A few weeks ago – on October 21, 2015 to be precise – we celebrated the day portrayed in “Back to the Future 2.” That was the day that Michael J. Fox’s character traveled to from 1985. The Royal Bank of Scotland (RBS) is having its own “Back to the Future” moment this week, only in reverse – it’s speeding back into the past.
The bank – which is 73 percent owned by the government following a bailout in 2008 – announced that it is scrapping bonuses for its sales staff working in its retail banks, and raising their base pay by 5 percent on average.
The bank says that the new system is simpler and fairer, and will put less pressure on staff to sell products. Which raises a question: why have sales staff at all, then?
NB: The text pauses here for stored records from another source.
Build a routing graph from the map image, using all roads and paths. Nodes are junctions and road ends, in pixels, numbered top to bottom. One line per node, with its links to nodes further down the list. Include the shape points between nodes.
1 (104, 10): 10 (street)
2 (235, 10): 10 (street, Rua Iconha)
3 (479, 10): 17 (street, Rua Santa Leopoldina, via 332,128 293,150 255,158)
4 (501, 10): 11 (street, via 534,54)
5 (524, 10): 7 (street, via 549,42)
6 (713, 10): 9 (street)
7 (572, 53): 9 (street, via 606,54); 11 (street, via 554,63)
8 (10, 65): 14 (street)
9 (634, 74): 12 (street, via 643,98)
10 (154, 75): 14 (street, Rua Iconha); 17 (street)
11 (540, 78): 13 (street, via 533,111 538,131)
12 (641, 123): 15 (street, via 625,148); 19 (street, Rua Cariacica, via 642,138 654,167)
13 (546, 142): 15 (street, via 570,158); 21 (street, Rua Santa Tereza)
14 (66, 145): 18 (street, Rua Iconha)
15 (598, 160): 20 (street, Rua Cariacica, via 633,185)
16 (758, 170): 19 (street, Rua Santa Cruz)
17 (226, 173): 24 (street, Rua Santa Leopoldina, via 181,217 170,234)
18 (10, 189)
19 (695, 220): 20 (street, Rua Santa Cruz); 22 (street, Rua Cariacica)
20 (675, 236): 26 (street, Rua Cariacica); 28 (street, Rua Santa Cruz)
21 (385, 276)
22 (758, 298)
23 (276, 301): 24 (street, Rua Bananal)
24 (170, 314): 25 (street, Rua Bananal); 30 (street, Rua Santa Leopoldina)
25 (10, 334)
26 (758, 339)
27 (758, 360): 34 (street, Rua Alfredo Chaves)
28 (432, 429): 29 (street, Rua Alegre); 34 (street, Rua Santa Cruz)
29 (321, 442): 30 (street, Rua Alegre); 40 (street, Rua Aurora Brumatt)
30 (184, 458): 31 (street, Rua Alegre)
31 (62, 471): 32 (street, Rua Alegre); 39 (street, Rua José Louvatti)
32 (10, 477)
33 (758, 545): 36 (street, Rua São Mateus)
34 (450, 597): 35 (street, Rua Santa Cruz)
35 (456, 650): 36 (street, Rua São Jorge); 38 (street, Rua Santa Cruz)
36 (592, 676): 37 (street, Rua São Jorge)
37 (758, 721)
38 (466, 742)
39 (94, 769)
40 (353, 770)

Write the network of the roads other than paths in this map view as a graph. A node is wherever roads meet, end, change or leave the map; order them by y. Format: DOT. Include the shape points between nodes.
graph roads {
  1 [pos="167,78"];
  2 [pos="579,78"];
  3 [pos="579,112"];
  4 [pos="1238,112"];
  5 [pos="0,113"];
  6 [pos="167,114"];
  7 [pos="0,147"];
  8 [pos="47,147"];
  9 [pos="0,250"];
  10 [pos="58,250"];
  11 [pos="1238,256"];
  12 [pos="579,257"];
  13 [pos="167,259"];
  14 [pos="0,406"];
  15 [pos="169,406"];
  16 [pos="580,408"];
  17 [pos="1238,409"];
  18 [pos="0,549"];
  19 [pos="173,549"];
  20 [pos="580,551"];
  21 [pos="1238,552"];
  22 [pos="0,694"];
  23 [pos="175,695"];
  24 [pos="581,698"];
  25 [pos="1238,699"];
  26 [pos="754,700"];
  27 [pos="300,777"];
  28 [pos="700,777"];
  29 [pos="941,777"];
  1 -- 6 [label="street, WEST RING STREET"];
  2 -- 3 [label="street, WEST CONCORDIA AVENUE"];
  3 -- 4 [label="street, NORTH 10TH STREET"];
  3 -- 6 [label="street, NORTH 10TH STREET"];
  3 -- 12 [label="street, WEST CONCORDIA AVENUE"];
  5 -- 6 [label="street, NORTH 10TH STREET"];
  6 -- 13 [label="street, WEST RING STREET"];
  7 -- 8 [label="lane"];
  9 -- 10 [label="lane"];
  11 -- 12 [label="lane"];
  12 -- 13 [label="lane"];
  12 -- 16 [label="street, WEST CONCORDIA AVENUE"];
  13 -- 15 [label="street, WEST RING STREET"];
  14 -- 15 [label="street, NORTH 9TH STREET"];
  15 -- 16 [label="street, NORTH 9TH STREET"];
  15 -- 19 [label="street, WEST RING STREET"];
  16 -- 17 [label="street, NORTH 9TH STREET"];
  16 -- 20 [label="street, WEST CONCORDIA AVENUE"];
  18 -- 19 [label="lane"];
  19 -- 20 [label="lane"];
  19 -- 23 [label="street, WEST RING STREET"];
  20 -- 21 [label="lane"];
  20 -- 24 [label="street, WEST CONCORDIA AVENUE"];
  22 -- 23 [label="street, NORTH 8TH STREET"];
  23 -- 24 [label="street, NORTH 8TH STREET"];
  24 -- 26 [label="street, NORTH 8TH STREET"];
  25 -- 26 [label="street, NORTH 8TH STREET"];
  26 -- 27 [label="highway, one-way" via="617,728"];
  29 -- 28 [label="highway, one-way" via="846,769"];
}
The move by RBS flies in the face of trends. Aon Hewitt’s most recent compensation survey showed that more than 90 percent of companies now offer bonus programs for salaried employees. That’s not just sales staff – that’s all employees, because it serves to attract and motivate top talent.
The same study showed that variable compensation had increased (at least in the U.S.) to 12.7 percent of total compensation in 2014, up from 8.8 percent six years ago.
RBS’s move comes after a series of incidents involving such things as payment protection insurance, known as PPI, credit card fraud protection and swaps. The bank contends that these things have eroded customer confidence and that the de-emphasis on selling is meant to win back customers’ trust. But bonuses remain for sales staff in investment banking –where the bank suffered the losses that led to government intervention.
Why aren’t the investment banking sales staff getting the same treatment? RBS does not say. Perhaps they feel that the specialized, skilled sales executives on the investment banking side would jump ship should their bonuses disappear. Removing their bonuses would take away this team’s ability to control its own outcomes and instead tie their financial compensation to the overall performance of the bank. The top sales talent would not accept their financial performance being at the mercy of others.
RBS says the new plan is fairer to staff at less busy branches, who don’t have the opportunity to earn the same bonuses as staff in busy branches. That sounds to me like an example of administrative constraints choking the business process – if they were able to easily track demand and quota attainment in the branches while automating bonus calculation, it would be easy to compensate for varying demand in the branches. And of course it’s missing out on a big incentive to perform – top sellers get rewarded with transfers to busy branches.
How successful this plan will be remains to be seen. Will it result in greater customer trust, or will it instead trigger churn in retail bank staff and a resulting decline in customer service?